§ Provided records
Content starts

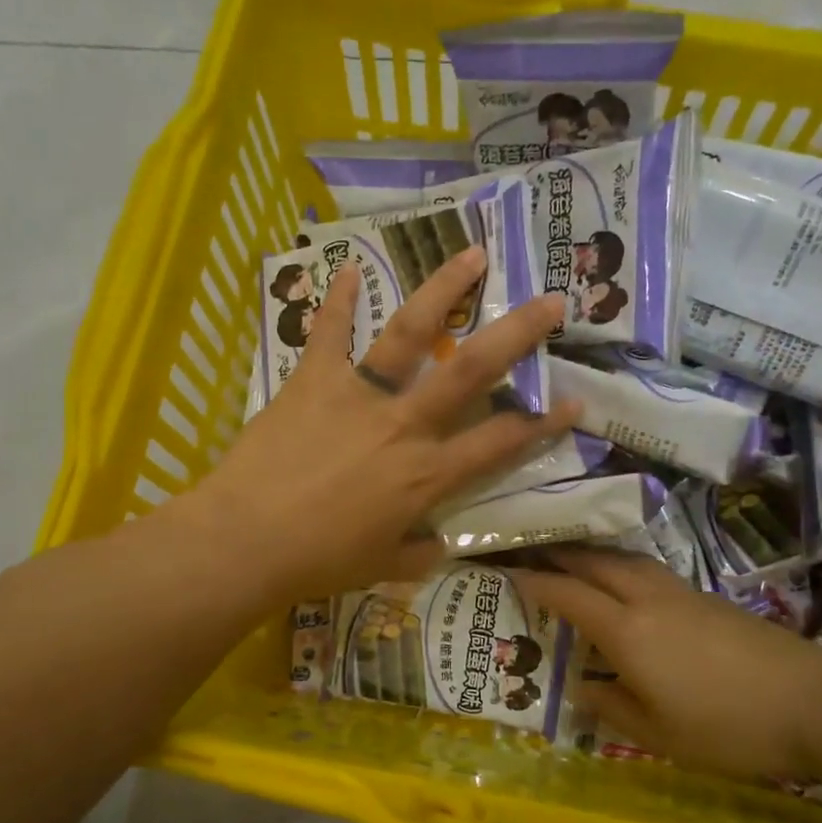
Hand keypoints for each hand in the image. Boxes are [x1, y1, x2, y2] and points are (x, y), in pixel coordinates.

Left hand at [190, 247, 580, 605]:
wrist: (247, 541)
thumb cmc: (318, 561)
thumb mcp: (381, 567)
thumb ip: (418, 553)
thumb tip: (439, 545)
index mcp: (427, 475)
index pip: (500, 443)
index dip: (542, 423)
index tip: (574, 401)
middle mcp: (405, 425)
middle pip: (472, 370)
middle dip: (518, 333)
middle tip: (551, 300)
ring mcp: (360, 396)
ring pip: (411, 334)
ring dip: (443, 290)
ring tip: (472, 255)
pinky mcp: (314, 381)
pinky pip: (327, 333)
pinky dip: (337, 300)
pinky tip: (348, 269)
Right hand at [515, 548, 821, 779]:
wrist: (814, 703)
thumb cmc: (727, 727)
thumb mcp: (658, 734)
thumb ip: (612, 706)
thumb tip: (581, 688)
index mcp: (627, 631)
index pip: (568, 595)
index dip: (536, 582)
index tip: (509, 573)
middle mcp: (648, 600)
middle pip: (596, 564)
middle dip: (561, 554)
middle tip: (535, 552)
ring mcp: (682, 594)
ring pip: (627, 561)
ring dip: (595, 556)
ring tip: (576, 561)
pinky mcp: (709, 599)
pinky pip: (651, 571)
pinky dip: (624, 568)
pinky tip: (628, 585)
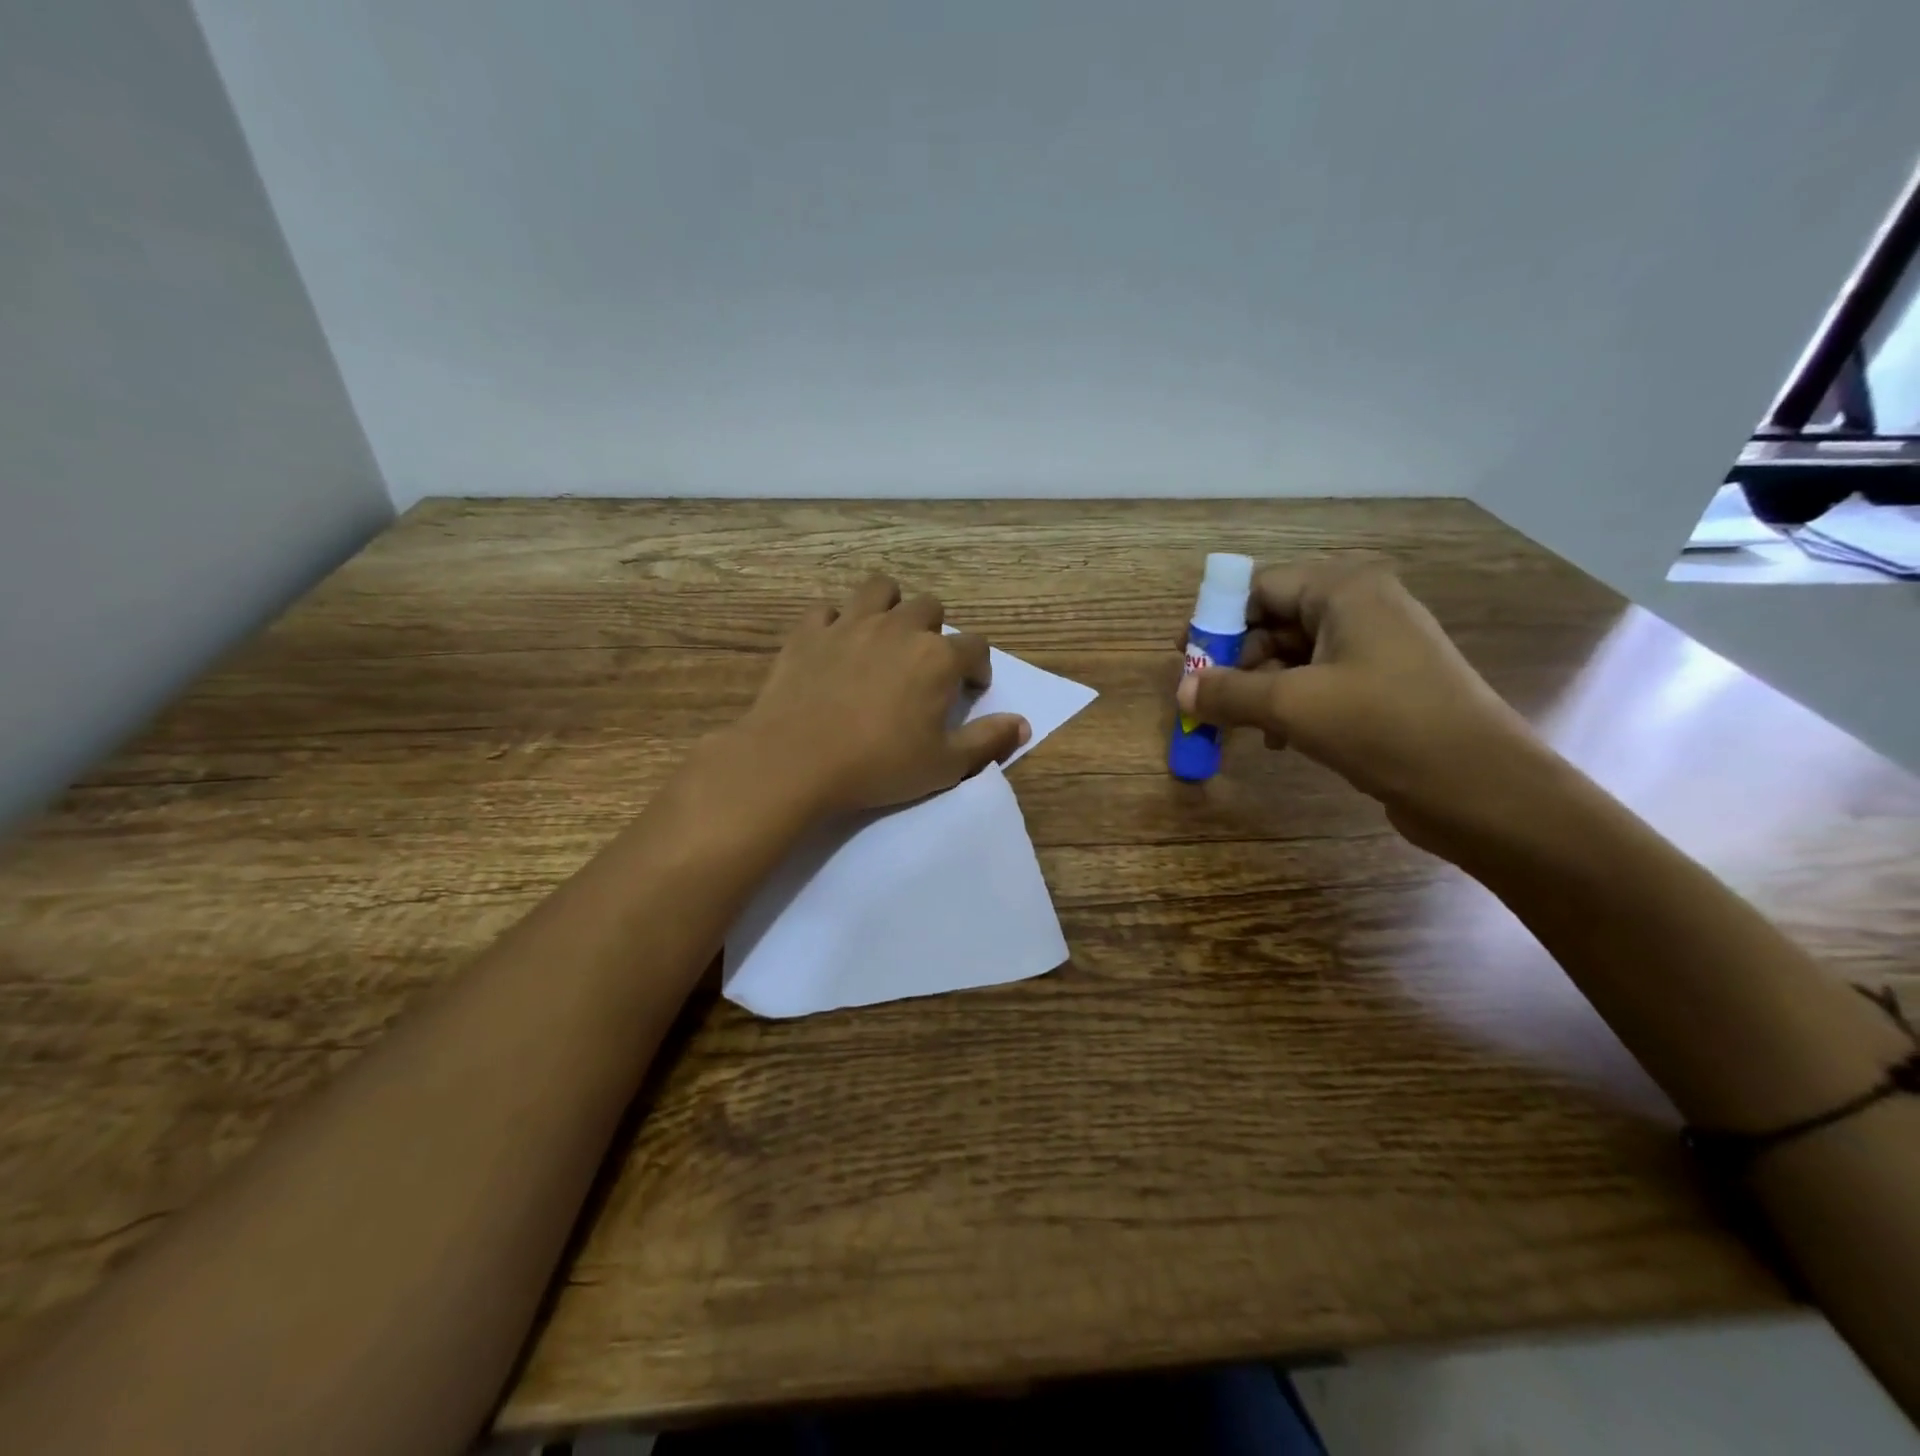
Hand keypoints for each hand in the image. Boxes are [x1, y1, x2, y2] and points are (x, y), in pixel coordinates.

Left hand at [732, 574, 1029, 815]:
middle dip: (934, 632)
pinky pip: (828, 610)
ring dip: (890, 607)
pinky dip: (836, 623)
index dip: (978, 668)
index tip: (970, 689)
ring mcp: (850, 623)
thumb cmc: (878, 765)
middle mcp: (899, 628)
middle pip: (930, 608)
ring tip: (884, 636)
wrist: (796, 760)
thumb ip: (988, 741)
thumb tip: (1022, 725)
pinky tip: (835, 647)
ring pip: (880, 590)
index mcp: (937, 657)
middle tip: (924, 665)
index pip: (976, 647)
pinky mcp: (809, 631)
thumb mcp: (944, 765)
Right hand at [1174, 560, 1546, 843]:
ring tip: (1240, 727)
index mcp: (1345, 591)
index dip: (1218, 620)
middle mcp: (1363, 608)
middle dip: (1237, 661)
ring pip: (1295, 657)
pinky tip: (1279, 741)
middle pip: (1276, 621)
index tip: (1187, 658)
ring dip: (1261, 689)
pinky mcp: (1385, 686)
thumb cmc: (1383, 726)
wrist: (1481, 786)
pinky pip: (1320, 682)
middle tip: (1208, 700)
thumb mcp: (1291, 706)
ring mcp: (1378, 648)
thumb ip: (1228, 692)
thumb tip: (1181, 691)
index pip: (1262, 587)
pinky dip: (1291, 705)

Content ends
Content starts

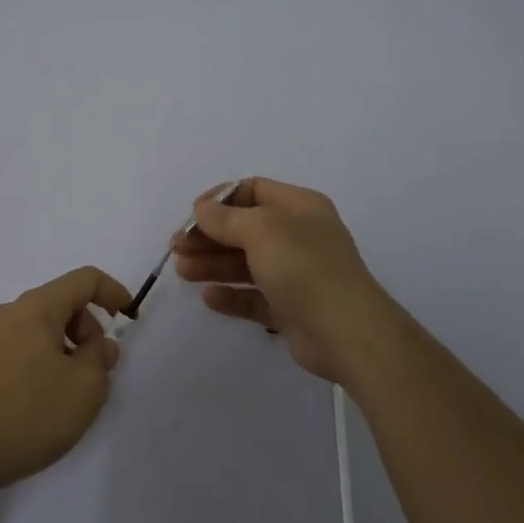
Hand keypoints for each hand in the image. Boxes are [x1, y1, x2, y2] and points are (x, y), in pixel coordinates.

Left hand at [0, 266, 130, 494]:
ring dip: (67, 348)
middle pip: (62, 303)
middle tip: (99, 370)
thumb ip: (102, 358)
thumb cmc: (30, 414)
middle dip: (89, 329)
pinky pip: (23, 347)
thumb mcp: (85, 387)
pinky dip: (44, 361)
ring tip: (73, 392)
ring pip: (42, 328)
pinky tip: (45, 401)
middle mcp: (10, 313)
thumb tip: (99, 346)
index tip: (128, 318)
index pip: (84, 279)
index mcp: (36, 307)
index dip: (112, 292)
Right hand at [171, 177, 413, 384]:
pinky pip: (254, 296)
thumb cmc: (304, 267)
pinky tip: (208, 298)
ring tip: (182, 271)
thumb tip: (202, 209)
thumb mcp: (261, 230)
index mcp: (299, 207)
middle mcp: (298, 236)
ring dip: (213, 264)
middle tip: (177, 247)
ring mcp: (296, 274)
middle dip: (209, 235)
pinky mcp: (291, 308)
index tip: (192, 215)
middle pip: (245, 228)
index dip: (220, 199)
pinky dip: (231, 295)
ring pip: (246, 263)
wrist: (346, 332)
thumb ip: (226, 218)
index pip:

Content ends
Content starts

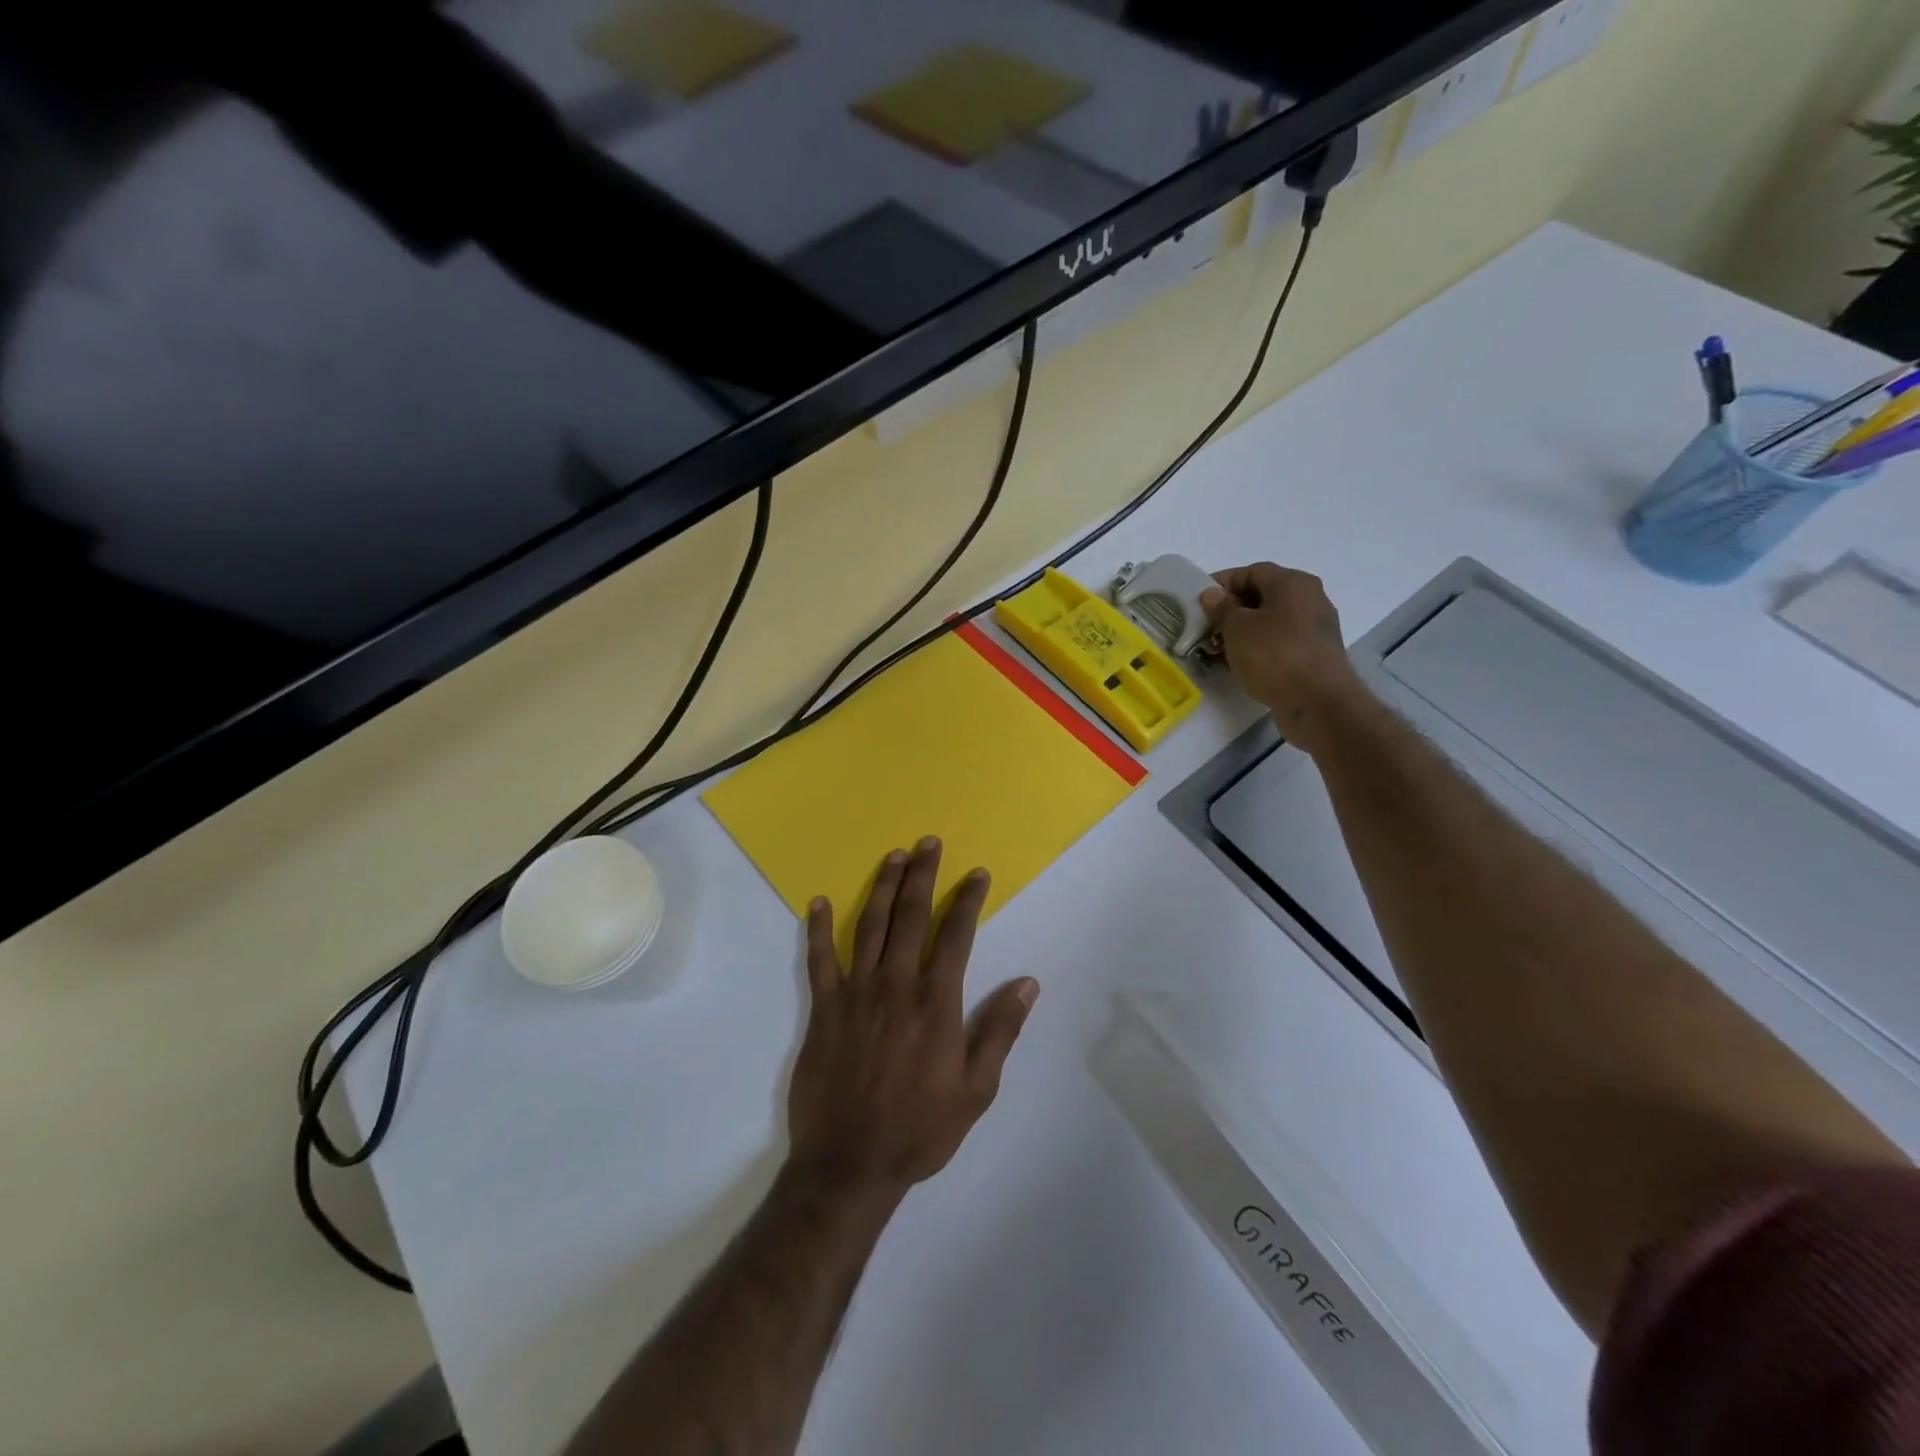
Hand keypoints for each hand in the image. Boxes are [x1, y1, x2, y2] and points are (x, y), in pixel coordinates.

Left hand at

Content ends

§ Task directions
Copy back exactly the lines above from the one containing "ring dip: (595, 556)" through the one containing "thumb tip: (1022, 725)", and leave every picture behind.

§ Exercise result
ring dip: (595, 556)
ring tip: (576, 561)
pinky mcp: (709, 599)
pinky pip: (651, 571)
pinky dip: (624, 568)
pinky tip: (628, 585)
Hand keypoints for each hand in the image. Boxes are [x1, y1, x2, y2] and points are (x, y), in pixel coordinates.

Left hand at [732, 574, 1029, 815]:
middle dip: (934, 632)
pinky pip: (828, 610)
ring dip: (890, 607)
pinky dip: (836, 623)
index dip: (978, 668)
index tip: (970, 689)
ring mcp: (850, 623)
thumb cmc: (878, 765)
middle mcp: (899, 628)
middle pip: (930, 608)
ring tip: (884, 636)
wrist: (796, 760)
thumb ip: (988, 741)
thumb tip: (1022, 725)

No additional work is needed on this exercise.